Poor babies. my one female looked like that when getting her adult feathers. It looks awful now but in a week it should be all grown in. My one boy is going threw this and he as at least a dozen of those pin feathers coming in


----------



## Teddscau (Jun 27, 2012)

An easy way to improve their diet is by giving them sprouts (sprouted seed), as opposed to dry seed. A seed based diet, assuming said seed-base is composed primarily of freshly sprouted seed, can be inexpensive, healthy, delicious, and low in fat. There's stickies somewhere on the forum on sprouting seed for your guys.


----------



## sunnydyazz (Jul 14, 2014)

Lyn is right in stating that it's a bad moult and the feathers will grow back in time and others have already mentioned the benefits of a good diet and nutrition. I would like to suggest that you can apply aloe vera gel on the bare skin/reddish part for both your birds which will help give a soothing effect and give them water spray 2-3 times a day. This can ease the irritation and itching. Good luck for your birds. keep us posted. :budgie:


----------



## LynandIndigo (Jan 21, 2012)

I still say it is a very bad molt.

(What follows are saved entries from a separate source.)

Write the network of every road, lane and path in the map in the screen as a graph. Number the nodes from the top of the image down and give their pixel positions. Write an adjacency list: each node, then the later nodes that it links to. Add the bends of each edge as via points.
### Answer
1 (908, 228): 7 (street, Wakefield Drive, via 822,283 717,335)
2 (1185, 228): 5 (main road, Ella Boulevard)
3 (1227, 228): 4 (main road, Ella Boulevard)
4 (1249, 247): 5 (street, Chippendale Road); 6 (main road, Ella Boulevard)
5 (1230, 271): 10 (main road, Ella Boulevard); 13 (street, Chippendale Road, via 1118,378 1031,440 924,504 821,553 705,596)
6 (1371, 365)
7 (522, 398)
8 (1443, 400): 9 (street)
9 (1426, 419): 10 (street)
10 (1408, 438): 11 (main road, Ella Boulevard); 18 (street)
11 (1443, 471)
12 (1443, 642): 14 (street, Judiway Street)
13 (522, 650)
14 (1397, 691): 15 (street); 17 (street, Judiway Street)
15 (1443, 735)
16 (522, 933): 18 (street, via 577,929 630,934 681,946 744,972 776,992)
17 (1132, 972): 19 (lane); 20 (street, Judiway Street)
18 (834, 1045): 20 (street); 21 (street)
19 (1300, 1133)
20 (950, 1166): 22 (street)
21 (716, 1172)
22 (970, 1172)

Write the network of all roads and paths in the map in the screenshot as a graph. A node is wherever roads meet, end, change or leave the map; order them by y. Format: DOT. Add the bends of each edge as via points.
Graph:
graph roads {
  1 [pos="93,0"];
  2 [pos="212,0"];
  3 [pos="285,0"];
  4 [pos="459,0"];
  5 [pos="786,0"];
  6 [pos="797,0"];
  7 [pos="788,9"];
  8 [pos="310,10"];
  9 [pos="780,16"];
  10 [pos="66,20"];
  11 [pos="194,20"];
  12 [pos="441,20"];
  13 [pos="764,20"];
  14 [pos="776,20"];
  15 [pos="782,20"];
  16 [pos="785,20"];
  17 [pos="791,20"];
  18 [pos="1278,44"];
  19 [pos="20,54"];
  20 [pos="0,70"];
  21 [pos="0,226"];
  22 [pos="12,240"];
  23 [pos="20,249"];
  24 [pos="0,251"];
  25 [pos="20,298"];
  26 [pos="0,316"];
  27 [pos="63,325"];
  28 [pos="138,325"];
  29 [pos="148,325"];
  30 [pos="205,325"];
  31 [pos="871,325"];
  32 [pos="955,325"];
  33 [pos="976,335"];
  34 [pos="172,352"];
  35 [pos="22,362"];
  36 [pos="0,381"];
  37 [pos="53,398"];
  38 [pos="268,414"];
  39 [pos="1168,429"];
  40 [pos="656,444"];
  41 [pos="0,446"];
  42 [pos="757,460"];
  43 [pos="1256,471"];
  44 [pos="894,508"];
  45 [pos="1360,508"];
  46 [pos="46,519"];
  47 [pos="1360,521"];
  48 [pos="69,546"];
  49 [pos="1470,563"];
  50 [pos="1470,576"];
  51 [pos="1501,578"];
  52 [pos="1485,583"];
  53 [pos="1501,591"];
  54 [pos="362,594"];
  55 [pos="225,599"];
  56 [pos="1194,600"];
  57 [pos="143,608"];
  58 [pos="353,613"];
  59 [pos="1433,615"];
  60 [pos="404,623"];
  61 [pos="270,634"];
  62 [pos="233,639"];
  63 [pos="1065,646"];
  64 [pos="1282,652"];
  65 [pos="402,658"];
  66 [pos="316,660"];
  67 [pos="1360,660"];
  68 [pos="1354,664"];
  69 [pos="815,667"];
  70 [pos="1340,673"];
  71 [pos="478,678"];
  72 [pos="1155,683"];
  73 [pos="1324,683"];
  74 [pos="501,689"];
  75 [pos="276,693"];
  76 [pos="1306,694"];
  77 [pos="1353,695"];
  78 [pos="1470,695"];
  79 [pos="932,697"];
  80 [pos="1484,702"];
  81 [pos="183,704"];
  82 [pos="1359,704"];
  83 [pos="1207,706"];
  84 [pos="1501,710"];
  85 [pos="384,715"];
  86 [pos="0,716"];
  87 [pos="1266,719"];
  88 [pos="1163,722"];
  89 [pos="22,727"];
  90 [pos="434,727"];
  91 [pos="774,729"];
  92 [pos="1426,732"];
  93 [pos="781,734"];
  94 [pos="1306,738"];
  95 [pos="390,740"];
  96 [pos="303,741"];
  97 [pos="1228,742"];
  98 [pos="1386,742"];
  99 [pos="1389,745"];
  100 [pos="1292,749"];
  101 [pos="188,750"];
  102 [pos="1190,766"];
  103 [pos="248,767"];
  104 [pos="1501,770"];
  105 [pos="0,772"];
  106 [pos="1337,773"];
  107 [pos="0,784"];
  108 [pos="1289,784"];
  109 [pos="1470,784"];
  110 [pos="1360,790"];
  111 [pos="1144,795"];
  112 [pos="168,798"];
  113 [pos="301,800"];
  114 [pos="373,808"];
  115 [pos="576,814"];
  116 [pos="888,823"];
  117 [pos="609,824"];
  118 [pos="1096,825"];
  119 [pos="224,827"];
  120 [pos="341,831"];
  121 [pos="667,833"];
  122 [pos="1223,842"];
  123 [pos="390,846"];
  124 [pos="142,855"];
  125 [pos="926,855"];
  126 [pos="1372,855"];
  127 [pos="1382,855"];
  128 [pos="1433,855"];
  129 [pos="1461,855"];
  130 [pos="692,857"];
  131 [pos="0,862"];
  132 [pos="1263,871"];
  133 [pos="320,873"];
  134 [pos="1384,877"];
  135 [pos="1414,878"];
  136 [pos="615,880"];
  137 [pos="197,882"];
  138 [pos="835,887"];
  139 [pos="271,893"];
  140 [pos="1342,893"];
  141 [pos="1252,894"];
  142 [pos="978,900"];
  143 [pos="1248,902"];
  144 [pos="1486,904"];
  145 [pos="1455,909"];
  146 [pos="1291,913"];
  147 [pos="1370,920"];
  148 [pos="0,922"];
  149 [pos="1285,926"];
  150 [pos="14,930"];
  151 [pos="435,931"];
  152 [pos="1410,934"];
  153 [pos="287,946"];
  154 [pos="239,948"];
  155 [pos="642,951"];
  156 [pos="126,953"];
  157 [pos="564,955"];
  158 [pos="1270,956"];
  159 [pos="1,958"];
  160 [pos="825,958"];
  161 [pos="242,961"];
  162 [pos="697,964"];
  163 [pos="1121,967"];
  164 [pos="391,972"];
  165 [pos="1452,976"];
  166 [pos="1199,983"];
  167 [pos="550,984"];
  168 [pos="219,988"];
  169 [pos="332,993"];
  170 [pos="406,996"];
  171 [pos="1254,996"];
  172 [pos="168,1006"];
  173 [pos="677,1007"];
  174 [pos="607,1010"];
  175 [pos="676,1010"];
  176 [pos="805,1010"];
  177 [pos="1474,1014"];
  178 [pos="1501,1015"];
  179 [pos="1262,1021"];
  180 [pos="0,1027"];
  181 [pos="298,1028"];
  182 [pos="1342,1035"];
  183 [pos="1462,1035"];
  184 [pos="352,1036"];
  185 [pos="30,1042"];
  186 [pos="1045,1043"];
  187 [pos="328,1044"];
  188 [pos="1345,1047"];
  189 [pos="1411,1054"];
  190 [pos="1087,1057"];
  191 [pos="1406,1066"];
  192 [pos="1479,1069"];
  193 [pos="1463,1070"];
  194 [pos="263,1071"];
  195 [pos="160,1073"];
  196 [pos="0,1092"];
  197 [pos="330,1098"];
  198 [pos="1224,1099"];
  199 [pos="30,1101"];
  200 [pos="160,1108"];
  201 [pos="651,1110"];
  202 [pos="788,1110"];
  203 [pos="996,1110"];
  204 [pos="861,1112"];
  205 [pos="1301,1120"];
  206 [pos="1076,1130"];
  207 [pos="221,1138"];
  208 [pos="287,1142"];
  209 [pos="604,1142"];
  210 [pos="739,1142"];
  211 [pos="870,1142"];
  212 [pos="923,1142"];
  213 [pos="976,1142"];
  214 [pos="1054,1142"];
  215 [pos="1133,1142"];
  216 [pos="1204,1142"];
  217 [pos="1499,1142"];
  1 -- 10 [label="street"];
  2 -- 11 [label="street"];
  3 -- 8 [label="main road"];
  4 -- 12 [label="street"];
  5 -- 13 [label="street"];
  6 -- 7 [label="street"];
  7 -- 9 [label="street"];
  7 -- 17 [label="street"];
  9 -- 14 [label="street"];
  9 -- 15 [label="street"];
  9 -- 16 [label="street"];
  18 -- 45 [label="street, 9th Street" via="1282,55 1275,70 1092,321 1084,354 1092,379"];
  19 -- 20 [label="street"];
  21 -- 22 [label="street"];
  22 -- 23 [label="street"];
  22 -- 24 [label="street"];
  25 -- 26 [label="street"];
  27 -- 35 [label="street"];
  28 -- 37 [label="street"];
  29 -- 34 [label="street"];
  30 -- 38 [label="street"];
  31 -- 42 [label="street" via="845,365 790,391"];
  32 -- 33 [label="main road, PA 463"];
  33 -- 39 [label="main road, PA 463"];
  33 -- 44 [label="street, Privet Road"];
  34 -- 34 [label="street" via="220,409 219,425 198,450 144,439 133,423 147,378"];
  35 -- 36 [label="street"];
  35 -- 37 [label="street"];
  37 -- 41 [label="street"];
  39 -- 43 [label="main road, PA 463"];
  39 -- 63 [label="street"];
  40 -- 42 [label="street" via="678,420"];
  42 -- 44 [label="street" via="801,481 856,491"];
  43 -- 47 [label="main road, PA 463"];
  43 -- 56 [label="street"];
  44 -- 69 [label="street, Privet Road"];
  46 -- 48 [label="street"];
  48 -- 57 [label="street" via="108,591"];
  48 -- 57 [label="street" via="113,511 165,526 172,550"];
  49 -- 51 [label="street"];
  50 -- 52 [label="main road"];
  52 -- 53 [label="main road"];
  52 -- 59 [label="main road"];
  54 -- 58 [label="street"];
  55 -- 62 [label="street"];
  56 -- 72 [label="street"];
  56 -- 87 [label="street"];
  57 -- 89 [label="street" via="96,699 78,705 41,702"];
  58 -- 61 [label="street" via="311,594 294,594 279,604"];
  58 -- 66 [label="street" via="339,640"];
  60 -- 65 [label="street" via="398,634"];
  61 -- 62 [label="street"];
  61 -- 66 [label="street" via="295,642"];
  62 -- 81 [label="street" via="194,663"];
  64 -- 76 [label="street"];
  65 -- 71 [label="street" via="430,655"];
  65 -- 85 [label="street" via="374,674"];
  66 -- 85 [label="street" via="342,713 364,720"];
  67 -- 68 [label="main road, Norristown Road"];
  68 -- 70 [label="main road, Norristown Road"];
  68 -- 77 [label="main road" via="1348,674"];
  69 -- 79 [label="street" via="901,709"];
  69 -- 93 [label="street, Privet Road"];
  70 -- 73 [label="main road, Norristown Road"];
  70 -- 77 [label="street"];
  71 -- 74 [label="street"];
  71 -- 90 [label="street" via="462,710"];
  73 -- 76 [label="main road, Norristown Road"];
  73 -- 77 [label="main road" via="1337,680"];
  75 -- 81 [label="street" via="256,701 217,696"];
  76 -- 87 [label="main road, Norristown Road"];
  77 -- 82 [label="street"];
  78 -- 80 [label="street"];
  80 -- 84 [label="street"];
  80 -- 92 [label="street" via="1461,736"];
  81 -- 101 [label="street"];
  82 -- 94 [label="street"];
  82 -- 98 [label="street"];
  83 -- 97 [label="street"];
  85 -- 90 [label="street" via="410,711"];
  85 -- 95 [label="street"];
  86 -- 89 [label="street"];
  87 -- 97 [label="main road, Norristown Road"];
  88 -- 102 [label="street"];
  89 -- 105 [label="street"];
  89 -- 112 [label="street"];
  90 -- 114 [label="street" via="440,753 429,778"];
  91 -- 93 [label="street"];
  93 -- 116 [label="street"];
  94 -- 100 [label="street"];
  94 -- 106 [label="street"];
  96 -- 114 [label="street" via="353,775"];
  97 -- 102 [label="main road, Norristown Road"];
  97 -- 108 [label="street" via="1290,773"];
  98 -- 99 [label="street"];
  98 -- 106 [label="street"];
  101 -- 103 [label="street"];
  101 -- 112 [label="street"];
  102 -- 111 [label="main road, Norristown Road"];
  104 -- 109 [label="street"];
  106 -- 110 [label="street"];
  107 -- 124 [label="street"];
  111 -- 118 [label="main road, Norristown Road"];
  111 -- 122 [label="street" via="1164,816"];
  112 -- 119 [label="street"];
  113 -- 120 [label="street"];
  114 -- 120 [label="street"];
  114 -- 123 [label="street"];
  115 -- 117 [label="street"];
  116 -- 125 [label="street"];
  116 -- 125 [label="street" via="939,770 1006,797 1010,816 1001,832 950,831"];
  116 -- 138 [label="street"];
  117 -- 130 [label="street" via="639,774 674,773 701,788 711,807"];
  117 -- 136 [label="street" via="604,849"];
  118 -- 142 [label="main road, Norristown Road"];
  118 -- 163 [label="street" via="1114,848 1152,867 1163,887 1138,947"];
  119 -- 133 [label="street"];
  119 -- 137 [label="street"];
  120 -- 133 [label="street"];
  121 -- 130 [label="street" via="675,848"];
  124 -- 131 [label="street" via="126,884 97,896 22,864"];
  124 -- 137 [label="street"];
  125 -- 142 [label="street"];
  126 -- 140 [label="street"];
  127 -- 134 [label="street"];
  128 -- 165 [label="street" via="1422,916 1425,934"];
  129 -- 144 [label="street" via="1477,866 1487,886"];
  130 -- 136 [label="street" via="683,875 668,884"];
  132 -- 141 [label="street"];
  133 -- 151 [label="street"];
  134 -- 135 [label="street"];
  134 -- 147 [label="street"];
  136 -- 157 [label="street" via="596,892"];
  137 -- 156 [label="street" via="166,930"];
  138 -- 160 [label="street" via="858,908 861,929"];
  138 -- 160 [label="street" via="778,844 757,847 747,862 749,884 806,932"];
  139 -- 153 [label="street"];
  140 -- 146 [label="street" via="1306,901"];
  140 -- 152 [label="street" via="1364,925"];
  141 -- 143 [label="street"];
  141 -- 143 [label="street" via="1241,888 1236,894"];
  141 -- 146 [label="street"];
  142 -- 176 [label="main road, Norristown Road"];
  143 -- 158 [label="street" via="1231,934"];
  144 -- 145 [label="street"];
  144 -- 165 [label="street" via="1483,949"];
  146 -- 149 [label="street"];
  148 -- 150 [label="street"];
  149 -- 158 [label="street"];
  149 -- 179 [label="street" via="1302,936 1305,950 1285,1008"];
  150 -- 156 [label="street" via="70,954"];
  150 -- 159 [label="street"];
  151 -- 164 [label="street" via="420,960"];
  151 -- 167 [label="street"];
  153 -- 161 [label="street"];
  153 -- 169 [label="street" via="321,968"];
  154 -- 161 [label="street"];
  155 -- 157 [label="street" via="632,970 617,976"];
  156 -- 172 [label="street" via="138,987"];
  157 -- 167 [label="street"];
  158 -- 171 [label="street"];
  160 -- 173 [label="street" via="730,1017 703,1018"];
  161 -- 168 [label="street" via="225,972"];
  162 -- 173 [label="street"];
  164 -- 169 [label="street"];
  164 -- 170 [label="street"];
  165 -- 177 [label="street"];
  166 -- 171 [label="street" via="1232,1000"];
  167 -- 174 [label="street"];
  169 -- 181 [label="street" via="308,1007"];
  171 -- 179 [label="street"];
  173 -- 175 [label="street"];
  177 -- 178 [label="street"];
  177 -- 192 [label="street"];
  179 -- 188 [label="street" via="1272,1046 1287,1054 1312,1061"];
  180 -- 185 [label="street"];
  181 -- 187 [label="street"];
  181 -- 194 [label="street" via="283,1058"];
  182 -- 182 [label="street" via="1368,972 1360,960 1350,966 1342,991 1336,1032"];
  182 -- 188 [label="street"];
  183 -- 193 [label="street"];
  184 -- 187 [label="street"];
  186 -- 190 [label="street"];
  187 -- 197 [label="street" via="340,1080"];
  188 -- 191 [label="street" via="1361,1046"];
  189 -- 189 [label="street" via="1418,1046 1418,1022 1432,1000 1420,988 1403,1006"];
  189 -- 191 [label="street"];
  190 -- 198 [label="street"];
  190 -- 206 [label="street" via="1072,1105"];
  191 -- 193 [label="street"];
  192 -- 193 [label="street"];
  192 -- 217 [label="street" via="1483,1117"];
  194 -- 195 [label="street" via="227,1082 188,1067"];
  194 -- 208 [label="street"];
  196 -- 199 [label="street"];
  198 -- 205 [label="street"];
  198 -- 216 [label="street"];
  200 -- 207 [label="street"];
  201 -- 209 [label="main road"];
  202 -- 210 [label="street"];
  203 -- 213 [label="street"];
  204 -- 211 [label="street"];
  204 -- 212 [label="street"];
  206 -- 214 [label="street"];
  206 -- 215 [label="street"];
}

I give my budgie a good seed mix and he has little pellets if he wishes to eat them I also give my budgie carrot, silver beat, corn, broccoli, snow peas..... He gets fresh seed every day. I buy my seed from a produce place I buy them separate and I mix the seed myself I give him the best budgie seed. Out in the wild the Australian budgie only eats seed there are no pellets for them to eat..... I still say your budgie is going through a bad molt..... As I said take them to an Avsin vet for a check up......


----------